Stored data entries
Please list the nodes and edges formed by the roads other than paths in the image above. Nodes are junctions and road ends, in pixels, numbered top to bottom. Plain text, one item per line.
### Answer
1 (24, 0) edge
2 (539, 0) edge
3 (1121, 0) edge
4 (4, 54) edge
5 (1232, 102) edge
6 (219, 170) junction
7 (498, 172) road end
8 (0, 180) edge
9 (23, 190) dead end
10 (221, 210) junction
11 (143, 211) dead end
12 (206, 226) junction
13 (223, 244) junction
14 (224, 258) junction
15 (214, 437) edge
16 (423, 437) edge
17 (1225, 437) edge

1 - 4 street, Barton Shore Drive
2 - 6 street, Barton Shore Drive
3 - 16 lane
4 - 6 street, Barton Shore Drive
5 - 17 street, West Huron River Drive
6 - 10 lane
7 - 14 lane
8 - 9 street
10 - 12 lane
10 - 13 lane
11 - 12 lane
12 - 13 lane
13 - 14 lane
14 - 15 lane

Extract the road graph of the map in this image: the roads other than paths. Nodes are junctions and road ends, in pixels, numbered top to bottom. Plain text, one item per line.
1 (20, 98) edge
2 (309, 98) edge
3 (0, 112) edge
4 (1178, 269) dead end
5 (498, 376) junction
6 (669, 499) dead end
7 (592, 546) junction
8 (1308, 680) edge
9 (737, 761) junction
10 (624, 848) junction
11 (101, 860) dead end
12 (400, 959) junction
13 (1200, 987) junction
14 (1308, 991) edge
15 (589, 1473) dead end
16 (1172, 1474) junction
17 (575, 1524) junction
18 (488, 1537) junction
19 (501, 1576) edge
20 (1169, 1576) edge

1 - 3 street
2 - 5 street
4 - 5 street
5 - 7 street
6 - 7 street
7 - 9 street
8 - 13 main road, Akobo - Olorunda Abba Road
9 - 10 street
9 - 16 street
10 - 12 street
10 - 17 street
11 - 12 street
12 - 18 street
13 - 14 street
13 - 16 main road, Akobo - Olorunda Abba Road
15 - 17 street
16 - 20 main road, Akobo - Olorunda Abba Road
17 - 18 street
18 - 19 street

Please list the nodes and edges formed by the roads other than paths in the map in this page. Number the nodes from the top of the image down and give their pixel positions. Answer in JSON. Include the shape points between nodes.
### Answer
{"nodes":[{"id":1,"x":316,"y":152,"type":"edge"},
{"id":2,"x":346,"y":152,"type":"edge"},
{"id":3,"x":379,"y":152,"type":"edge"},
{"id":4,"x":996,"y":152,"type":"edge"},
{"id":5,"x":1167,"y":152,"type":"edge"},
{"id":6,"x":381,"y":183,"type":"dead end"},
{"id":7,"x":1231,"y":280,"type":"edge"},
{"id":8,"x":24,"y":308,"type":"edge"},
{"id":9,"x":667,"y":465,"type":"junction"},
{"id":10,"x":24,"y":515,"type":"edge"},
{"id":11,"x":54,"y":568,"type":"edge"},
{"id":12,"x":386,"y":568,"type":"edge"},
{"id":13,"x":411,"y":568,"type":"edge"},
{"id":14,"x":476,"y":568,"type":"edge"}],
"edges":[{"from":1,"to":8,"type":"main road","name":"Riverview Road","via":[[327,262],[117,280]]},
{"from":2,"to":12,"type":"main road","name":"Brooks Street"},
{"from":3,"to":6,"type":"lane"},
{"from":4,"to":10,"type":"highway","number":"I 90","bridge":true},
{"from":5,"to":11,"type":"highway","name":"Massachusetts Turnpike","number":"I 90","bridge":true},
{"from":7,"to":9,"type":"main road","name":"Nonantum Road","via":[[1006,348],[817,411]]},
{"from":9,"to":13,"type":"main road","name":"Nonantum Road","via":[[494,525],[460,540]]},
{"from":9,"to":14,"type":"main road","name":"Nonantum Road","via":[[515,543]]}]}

== Problem description ==
In the entries above, find the line holding "Extract the road" and the line holding "points between nodes.", then retype exactly those two lines and every line between them, and nothing else.

== Result of this exercise ==
Extract the road graph of the map in this image: the roads other than paths. Nodes are junctions and road ends, in pixels, numbered top to bottom. Plain text, one item per line.
1 (20, 98) edge
2 (309, 98) edge
3 (0, 112) edge
4 (1178, 269) dead end
5 (498, 376) junction
6 (669, 499) dead end
7 (592, 546) junction
8 (1308, 680) edge
9 (737, 761) junction
10 (624, 848) junction
11 (101, 860) dead end
12 (400, 959) junction
13 (1200, 987) junction
14 (1308, 991) edge
15 (589, 1473) dead end
16 (1172, 1474) junction
17 (575, 1524) junction
18 (488, 1537) junction
19 (501, 1576) edge
20 (1169, 1576) edge

1 - 3 street
2 - 5 street
4 - 5 street
5 - 7 street
6 - 7 street
7 - 9 street
8 - 13 main road, Akobo - Olorunda Abba Road
9 - 10 street
9 - 16 street
10 - 12 street
10 - 17 street
11 - 12 street
12 - 18 street
13 - 14 street
13 - 16 main road, Akobo - Olorunda Abba Road
15 - 17 street
16 - 20 main road, Akobo - Olorunda Abba Road
17 - 18 street
18 - 19 street

Please list the nodes and edges formed by the roads other than paths in the map in this page. Number the nodes from the top of the image down and give their pixel positions. Answer in JSON. Include the shape points between nodes.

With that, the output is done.